The other persons are Dr. James Mwangi, Chief
Executive Officer/Managing Director, Equity Bank Limited, Kenya; Joyce Banda,
President of Malawi and Stephen Saad, Co-founder, Aspen Pharmacare.
According to
a statement by Forbes Africa, Dangote, Elumelu
and the others were nominated by its readers because of their impact on African
business in the past year.
The magazine
said the Forbes Africa
Person of the Year award would go to the individual who has had the most
influence on events of the year gone by, adding that with the release of the
final shortlist, voting has started on the magazine’s website.
The magazine
said voting would close on Thursday, November 1, 2012, and the Forbes Africa
Person of the Year would be revealed in an event in Nigeria.
“Aliko Dangote and Tony Elumelu are two
Nigerians who made the final five. Dangote was there also last year before the
awards was won by fellow country man and Governor, Central Bank of Nigeria,
CBN, Sanusi Lamido Sanusi who did not make the final cut this year,” the
magazine maintained.
On the
nominees, Forbes said Aliko Dangote, founder and
president of Dangote Group, last year’s runner-up to Forbes Africa Person of
the Year, is still Africa’s richest man worth more than $11.2 billion.
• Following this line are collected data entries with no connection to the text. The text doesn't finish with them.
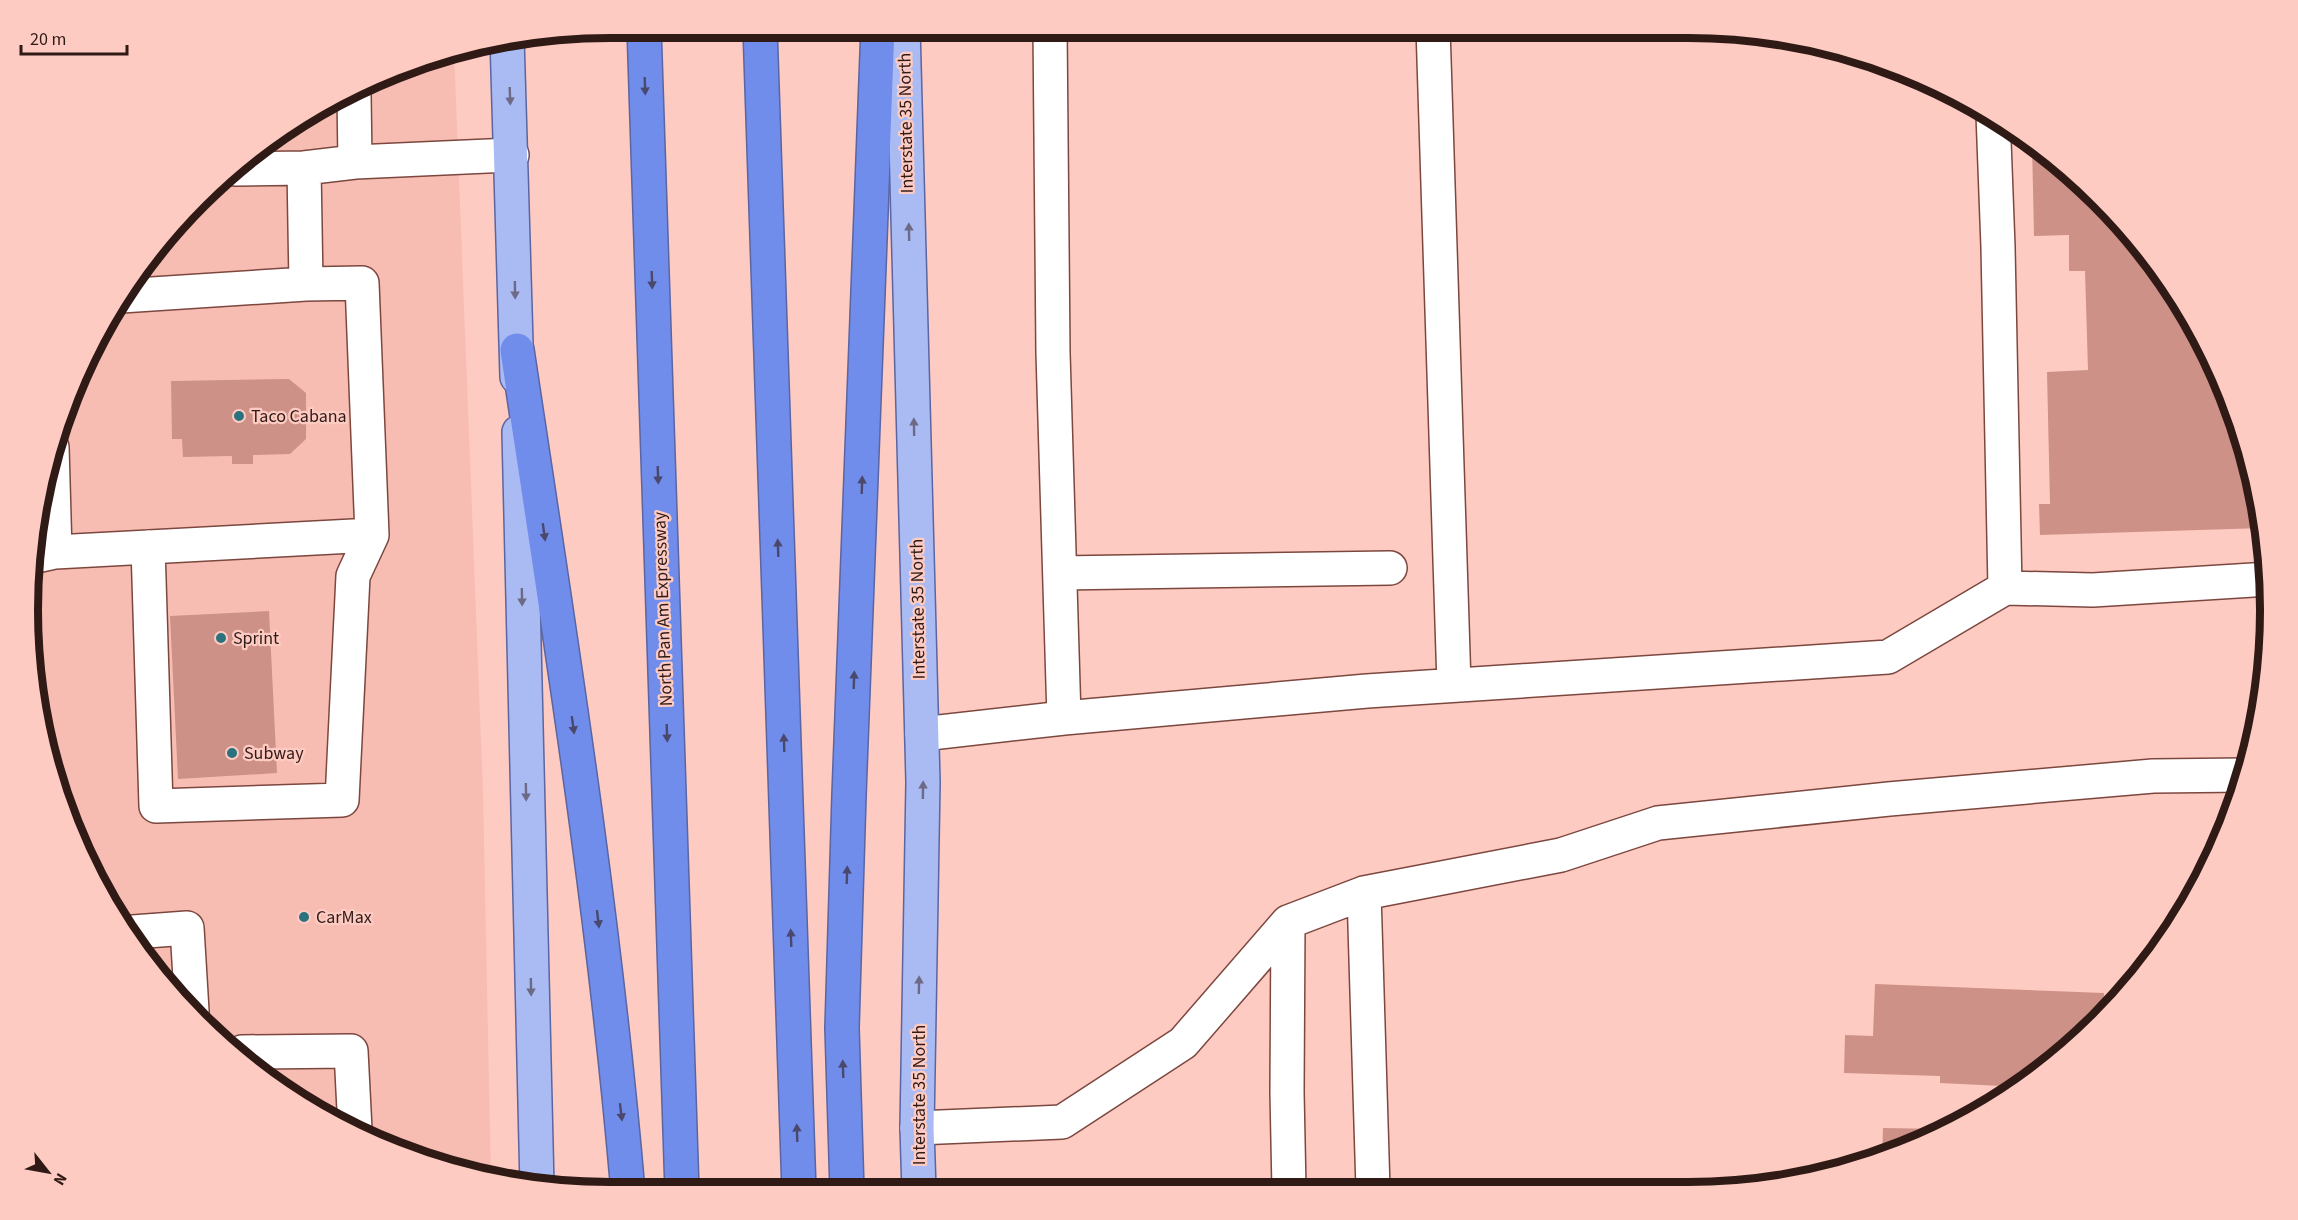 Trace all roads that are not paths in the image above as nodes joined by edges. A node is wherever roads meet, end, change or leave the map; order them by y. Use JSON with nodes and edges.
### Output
{"nodes":[{"id":1,"x":644,"y":38,"type":"edge"},
{"id":2,"x":760,"y":38,"type":"edge"},
{"id":3,"x":878,"y":38,"type":"edge"},
{"id":4,"x":903,"y":38,"type":"edge"},
{"id":5,"x":1050,"y":38,"type":"edge"},
{"id":6,"x":1433,"y":38,"type":"edge"},
{"id":7,"x":507,"y":47,"type":"edge"},
{"id":8,"x":354,"y":99,"type":"edge"},
{"id":9,"x":1993,"y":126,"type":"edge"},
{"id":10,"x":512,"y":155,"type":"junction"},
{"id":11,"x":355,"y":162,"type":"junction"},
{"id":12,"x":304,"y":168,"type":"junction"},
{"id":13,"x":246,"y":169,"type":"edge"},
{"id":14,"x":306,"y":284,"type":"junction"},
{"id":15,"x":132,"y":295,"type":"edge"},
{"id":16,"x":517,"y":350,"type":"junction"},
{"id":17,"x":49,"y":499,"type":"edge"},
{"id":18,"x":372,"y":535,"type":"junction"},
{"id":19,"x":148,"y":547,"type":"junction"},
{"id":20,"x":46,"y":554,"type":"edge"},
{"id":21,"x":1390,"y":568,"type":"dead end"},
{"id":22,"x":1060,"y":573,"type":"junction"},
{"id":23,"x":2259,"y":580,"type":"edge"},
{"id":24,"x":2006,"y":588,"type":"junction"},
{"id":25,"x":1454,"y":685,"type":"junction"},
{"id":26,"x":1064,"y":718,"type":"junction"},
{"id":27,"x":922,"y":734,"type":"junction"},
{"id":28,"x":2236,"y":775,"type":"edge"},
{"id":29,"x":1364,"y":893,"type":"junction"},
{"id":30,"x":1288,"y":922,"type":"junction"},
{"id":31,"x":137,"y":932,"type":"edge"},
{"id":32,"x":191,"y":1000,"type":"edge"},
{"id":33,"x":247,"y":1052,"type":"edge"},
{"id":34,"x":355,"y":1122,"type":"edge"},
{"id":35,"x":917,"y":1128,"type":"junction"},
{"id":36,"x":537,"y":1178,"type":"edge"},
{"id":37,"x":627,"y":1182,"type":"edge"},
{"id":38,"x":682,"y":1182,"type":"edge"},
{"id":39,"x":799,"y":1182,"type":"edge"},
{"id":40,"x":847,"y":1182,"type":"edge"},
{"id":41,"x":919,"y":1182,"type":"edge"},
{"id":42,"x":1289,"y":1182,"type":"edge"},
{"id":43,"x":1373,"y":1182,"type":"edge"}],
"edges":[{"from":1,"to":38,"type":"highway","name":"North Pan Am Expressway","one_way":true},
{"from":39,"to":2,"type":"highway","one_way":true},
{"from":40,"to":3,"type":"highway","one_way":true},
{"from":27,"to":4,"type":"main road","name":"Interstate 35 North","one_way":true},
{"from":5,"to":22,"type":"lane"},
{"from":6,"to":25,"type":"lane"},
{"from":7,"to":10,"type":"main road","one_way":true},
{"from":8,"to":11,"type":"lane"},
{"from":9,"to":24,"type":"lane"},
{"from":10,"to":11,"type":"lane"},
{"from":10,"to":16,"type":"main road","one_way":true},
{"from":11,"to":12,"type":"lane"},
{"from":12,"to":13,"type":"lane"},
{"from":12,"to":14,"type":"lane"},
{"from":14,"to":15,"type":"lane"},
{"from":14,"to":18,"type":"lane"},
{"from":16,"to":36,"type":"main road","one_way":true},
{"from":16,"to":37,"type":"highway","one_way":true},
{"from":17,"to":20,"type":"lane"},
{"from":18,"to":19,"type":"lane"},
{"from":18,"to":19,"type":"lane"},
{"from":19,"to":20,"type":"lane"},
{"from":21,"to":22,"type":"lane"},
{"from":22,"to":26,"type":"lane"},
{"from":23,"to":24,"type":"lane"},
{"from":24,"to":25,"type":"lane"},
{"from":25,"to":26,"type":"lane"},
{"from":26,"to":27,"type":"lane"},
{"from":35,"to":27,"type":"main road","name":"Interstate 35 North","one_way":true},
{"from":28,"to":29,"type":"lane"},
{"from":29,"to":30,"type":"lane"},
{"from":29,"to":43,"type":"lane"},
{"from":30,"to":35,"type":"lane"},
{"from":30,"to":42,"type":"lane"},
{"from":31,"to":32,"type":"lane"},
{"from":33,"to":34,"type":"lane"},
{"from":35,"to":41,"type":"main road","name":"Interstate 35 North"}]}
Dangote
continues to be one of the continent’s biggest employers. He promises to donate
most of his fortune to charitable causes upon his retirement.
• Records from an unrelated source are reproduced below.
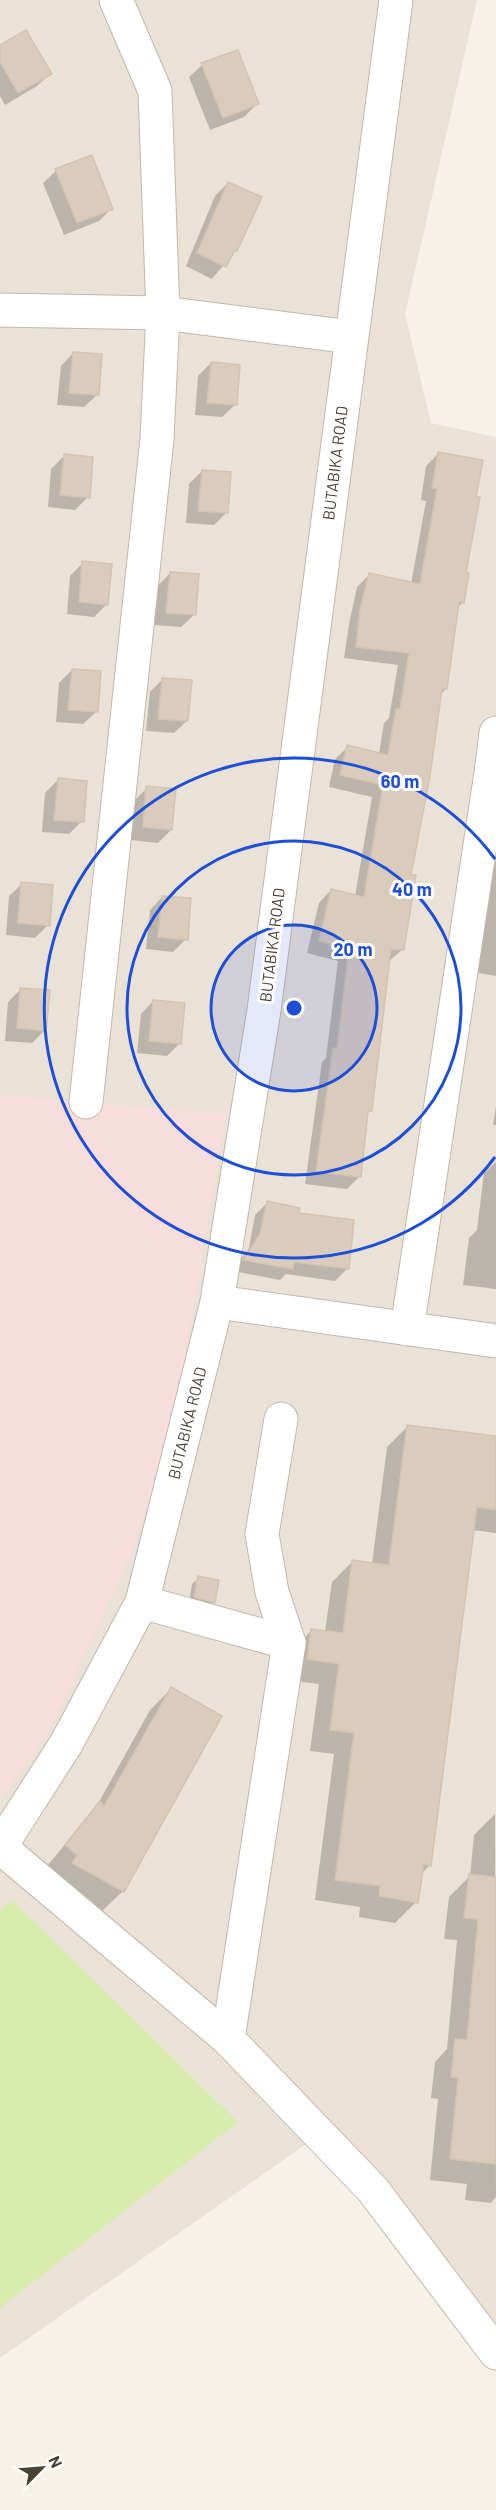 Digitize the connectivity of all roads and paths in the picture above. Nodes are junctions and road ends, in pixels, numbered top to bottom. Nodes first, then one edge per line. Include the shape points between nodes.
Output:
1 (117, 0) edge
2 (396, 0) edge
3 (0, 310) edge
4 (163, 313) junction
5 (351, 337) junction
6 (496, 734) edge
7 (494, 766) edge
8 (86, 1102) dead end
9 (217, 1302) junction
10 (407, 1329) junction
11 (496, 1341) edge
12 (281, 1419) dead end
13 (142, 1602) junction
14 (289, 1643) junction
15 (0, 1847) edge
16 (228, 2039) junction
17 (496, 2353) edge

1 - 4 street via 155,91
2 - 5 street, BUTABIKA ROAD
3 - 4 street
4 - 5 street
4 - 8 street via 157,439
5 - 9 street, BUTABIKA ROAD via 264,1010
6 - 7 street
7 - 10 street
9 - 10 street
9 - 13 street, BUTABIKA ROAD
10 - 11 street
12 - 14 street via 262,1534 272,1592
13 - 14 street
13 - 15 street, BUTABIKA ROAD via 66,1744
14 - 16 street
15 - 16 street
16 - 17 street via 373,2190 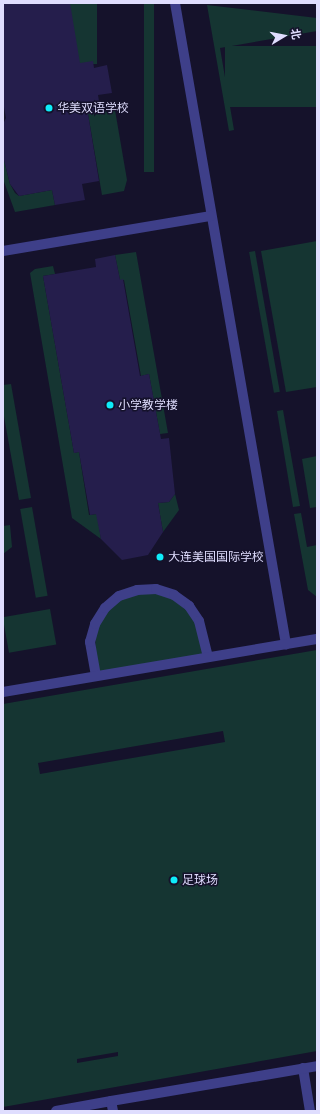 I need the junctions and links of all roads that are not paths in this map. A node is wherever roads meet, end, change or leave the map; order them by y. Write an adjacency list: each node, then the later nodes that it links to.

“Dr James Mwangi won the Ernst & Young
Entrepreneur of the Year Award 2012 as well as Africa’s Innovation Leader of
the Year Award in 2012. Equity Bank is planning to extend its financial
services to Ethiopia when the country opens its banking industry for foreign
investors.
“Banda, Malawi’s first female leader, has
restored strained diplomatic ties with neighbours and the international
community. Her administration has embraced investor friendly economic policies;
she cut her salary by 30 per cent; sold the presidential jet and a fleet of
luxury cars in austerity drive.
“Tony Elumelu, the multi-millionaire, grooms
African business leaders and enterpreneurs through the Tony Elumelu Foundation.
He is the leading advocate of Africapitalism, an economic philosophy that
embodies the private sector’s commitment to Africa’s economic transformation
through long-term investments.
“Stephen Saad is the biggest shareholder of the
largest publicly traded drug manufacturer, Aspen. The company has a market
capitalisation of $6 billion. Saad became a multimillionaire at 29. Now aged
47, he employs more than 6,000 people.”